▶ [Activity] Please write out the data that follows, word for word.

(Dataset records)
◇ ◇ ◇ ◇ ◇

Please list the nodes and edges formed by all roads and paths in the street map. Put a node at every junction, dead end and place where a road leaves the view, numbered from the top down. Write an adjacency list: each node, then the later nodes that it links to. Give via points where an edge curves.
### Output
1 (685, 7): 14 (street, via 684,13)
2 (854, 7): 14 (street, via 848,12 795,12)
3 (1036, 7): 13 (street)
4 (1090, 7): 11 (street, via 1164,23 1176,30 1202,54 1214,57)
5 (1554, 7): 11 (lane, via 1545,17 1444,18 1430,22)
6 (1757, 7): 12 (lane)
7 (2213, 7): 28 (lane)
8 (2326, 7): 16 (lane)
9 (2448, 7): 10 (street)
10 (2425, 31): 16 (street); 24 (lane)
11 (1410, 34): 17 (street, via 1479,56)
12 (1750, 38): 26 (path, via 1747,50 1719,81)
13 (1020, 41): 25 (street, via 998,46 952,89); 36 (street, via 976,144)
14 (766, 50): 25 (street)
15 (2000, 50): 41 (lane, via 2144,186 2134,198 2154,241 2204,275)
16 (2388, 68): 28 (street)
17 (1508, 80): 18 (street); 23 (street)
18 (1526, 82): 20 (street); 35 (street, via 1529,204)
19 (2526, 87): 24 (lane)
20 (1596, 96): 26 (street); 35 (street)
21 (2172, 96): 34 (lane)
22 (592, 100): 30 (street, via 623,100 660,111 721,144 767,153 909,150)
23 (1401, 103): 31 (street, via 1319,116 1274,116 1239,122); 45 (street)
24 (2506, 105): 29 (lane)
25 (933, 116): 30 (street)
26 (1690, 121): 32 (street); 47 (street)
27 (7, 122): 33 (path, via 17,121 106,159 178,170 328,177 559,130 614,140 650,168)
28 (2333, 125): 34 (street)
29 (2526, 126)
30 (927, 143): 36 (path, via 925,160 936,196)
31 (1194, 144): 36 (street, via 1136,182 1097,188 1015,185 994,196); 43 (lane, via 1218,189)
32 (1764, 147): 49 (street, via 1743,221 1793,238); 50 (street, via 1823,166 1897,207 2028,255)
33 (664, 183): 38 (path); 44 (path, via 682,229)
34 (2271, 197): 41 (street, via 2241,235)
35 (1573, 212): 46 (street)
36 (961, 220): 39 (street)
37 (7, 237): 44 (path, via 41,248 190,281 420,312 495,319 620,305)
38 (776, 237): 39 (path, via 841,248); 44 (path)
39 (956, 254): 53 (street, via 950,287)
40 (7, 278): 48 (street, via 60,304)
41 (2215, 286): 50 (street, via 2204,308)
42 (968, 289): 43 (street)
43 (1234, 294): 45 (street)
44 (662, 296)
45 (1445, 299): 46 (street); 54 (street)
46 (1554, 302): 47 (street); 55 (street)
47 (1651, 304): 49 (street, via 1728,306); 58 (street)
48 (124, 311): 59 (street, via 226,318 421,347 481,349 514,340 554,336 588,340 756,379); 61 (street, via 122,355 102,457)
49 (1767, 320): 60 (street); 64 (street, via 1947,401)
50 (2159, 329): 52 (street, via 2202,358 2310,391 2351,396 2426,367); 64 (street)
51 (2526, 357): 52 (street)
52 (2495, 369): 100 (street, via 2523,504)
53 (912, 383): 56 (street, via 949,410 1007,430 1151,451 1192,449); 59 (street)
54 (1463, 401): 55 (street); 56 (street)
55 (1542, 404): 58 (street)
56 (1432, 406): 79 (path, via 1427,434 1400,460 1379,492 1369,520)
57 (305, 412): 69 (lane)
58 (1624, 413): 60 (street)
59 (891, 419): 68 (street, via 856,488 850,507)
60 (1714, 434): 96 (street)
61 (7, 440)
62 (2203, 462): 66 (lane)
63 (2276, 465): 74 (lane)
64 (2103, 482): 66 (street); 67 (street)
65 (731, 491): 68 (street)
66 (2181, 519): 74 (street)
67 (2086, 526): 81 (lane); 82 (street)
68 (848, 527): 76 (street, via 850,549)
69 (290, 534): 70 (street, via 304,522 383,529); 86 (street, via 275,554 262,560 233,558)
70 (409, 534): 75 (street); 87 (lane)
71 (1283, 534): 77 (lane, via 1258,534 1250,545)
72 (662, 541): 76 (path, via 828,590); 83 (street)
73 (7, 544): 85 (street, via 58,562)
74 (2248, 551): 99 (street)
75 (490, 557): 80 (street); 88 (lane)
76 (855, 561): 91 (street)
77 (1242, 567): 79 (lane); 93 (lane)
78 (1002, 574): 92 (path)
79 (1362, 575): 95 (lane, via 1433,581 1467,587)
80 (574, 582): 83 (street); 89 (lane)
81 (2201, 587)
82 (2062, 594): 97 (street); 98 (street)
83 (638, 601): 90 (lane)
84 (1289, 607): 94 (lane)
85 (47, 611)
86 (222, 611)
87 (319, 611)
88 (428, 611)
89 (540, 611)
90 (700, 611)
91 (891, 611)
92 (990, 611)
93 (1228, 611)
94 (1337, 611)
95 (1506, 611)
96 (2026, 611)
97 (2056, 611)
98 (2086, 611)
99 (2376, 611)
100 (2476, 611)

◇ ◇ ◇ ◇ ◇

▶ [Exercise result]
Please list the nodes and edges formed by all roads and paths in the street map. Put a node at every junction, dead end and place where a road leaves the view, numbered from the top down. Write an adjacency list: each node, then the later nodes that it links to. Give via points where an edge curves.
### Output
1 (685, 7): 14 (street, via 684,13)
2 (854, 7): 14 (street, via 848,12 795,12)
3 (1036, 7): 13 (street)
4 (1090, 7): 11 (street, via 1164,23 1176,30 1202,54 1214,57)
5 (1554, 7): 11 (lane, via 1545,17 1444,18 1430,22)
6 (1757, 7): 12 (lane)
7 (2213, 7): 28 (lane)
8 (2326, 7): 16 (lane)
9 (2448, 7): 10 (street)
10 (2425, 31): 16 (street); 24 (lane)
11 (1410, 34): 17 (street, via 1479,56)
12 (1750, 38): 26 (path, via 1747,50 1719,81)
13 (1020, 41): 25 (street, via 998,46 952,89); 36 (street, via 976,144)
14 (766, 50): 25 (street)
15 (2000, 50): 41 (lane, via 2144,186 2134,198 2154,241 2204,275)
16 (2388, 68): 28 (street)
17 (1508, 80): 18 (street); 23 (street)
18 (1526, 82): 20 (street); 35 (street, via 1529,204)
19 (2526, 87): 24 (lane)
20 (1596, 96): 26 (street); 35 (street)
21 (2172, 96): 34 (lane)
22 (592, 100): 30 (street, via 623,100 660,111 721,144 767,153 909,150)
23 (1401, 103): 31 (street, via 1319,116 1274,116 1239,122); 45 (street)
24 (2506, 105): 29 (lane)
25 (933, 116): 30 (street)
26 (1690, 121): 32 (street); 47 (street)
27 (7, 122): 33 (path, via 17,121 106,159 178,170 328,177 559,130 614,140 650,168)
28 (2333, 125): 34 (street)
29 (2526, 126)
30 (927, 143): 36 (path, via 925,160 936,196)
31 (1194, 144): 36 (street, via 1136,182 1097,188 1015,185 994,196); 43 (lane, via 1218,189)
32 (1764, 147): 49 (street, via 1743,221 1793,238); 50 (street, via 1823,166 1897,207 2028,255)
33 (664, 183): 38 (path); 44 (path, via 682,229)
34 (2271, 197): 41 (street, via 2241,235)
35 (1573, 212): 46 (street)
36 (961, 220): 39 (street)
37 (7, 237): 44 (path, via 41,248 190,281 420,312 495,319 620,305)
38 (776, 237): 39 (path, via 841,248); 44 (path)
39 (956, 254): 53 (street, via 950,287)
40 (7, 278): 48 (street, via 60,304)
41 (2215, 286): 50 (street, via 2204,308)
42 (968, 289): 43 (street)
43 (1234, 294): 45 (street)
44 (662, 296)
45 (1445, 299): 46 (street); 54 (street)
46 (1554, 302): 47 (street); 55 (street)
47 (1651, 304): 49 (street, via 1728,306); 58 (street)
48 (124, 311): 59 (street, via 226,318 421,347 481,349 514,340 554,336 588,340 756,379); 61 (street, via 122,355 102,457)
49 (1767, 320): 60 (street); 64 (street, via 1947,401)
50 (2159, 329): 52 (street, via 2202,358 2310,391 2351,396 2426,367); 64 (street)
51 (2526, 357): 52 (street)
52 (2495, 369): 100 (street, via 2523,504)
53 (912, 383): 56 (street, via 949,410 1007,430 1151,451 1192,449); 59 (street)
54 (1463, 401): 55 (street); 56 (street)
55 (1542, 404): 58 (street)
56 (1432, 406): 79 (path, via 1427,434 1400,460 1379,492 1369,520)
57 (305, 412): 69 (lane)
58 (1624, 413): 60 (street)
59 (891, 419): 68 (street, via 856,488 850,507)
60 (1714, 434): 96 (street)
61 (7, 440)
62 (2203, 462): 66 (lane)
63 (2276, 465): 74 (lane)
64 (2103, 482): 66 (street); 67 (street)
65 (731, 491): 68 (street)
66 (2181, 519): 74 (street)
67 (2086, 526): 81 (lane); 82 (street)
68 (848, 527): 76 (street, via 850,549)
69 (290, 534): 70 (street, via 304,522 383,529); 86 (street, via 275,554 262,560 233,558)
70 (409, 534): 75 (street); 87 (lane)
71 (1283, 534): 77 (lane, via 1258,534 1250,545)
72 (662, 541): 76 (path, via 828,590); 83 (street)
73 (7, 544): 85 (street, via 58,562)
74 (2248, 551): 99 (street)
75 (490, 557): 80 (street); 88 (lane)
76 (855, 561): 91 (street)
77 (1242, 567): 79 (lane); 93 (lane)
78 (1002, 574): 92 (path)
79 (1362, 575): 95 (lane, via 1433,581 1467,587)
80 (574, 582): 83 (street); 89 (lane)
81 (2201, 587)
82 (2062, 594): 97 (street); 98 (street)
83 (638, 601): 90 (lane)
84 (1289, 607): 94 (lane)
85 (47, 611)
86 (222, 611)
87 (319, 611)
88 (428, 611)
89 (540, 611)
90 (700, 611)
91 (891, 611)
92 (990, 611)
93 (1228, 611)
94 (1337, 611)
95 (1506, 611)
96 (2026, 611)
97 (2056, 611)
98 (2086, 611)
99 (2376, 611)
100 (2476, 611)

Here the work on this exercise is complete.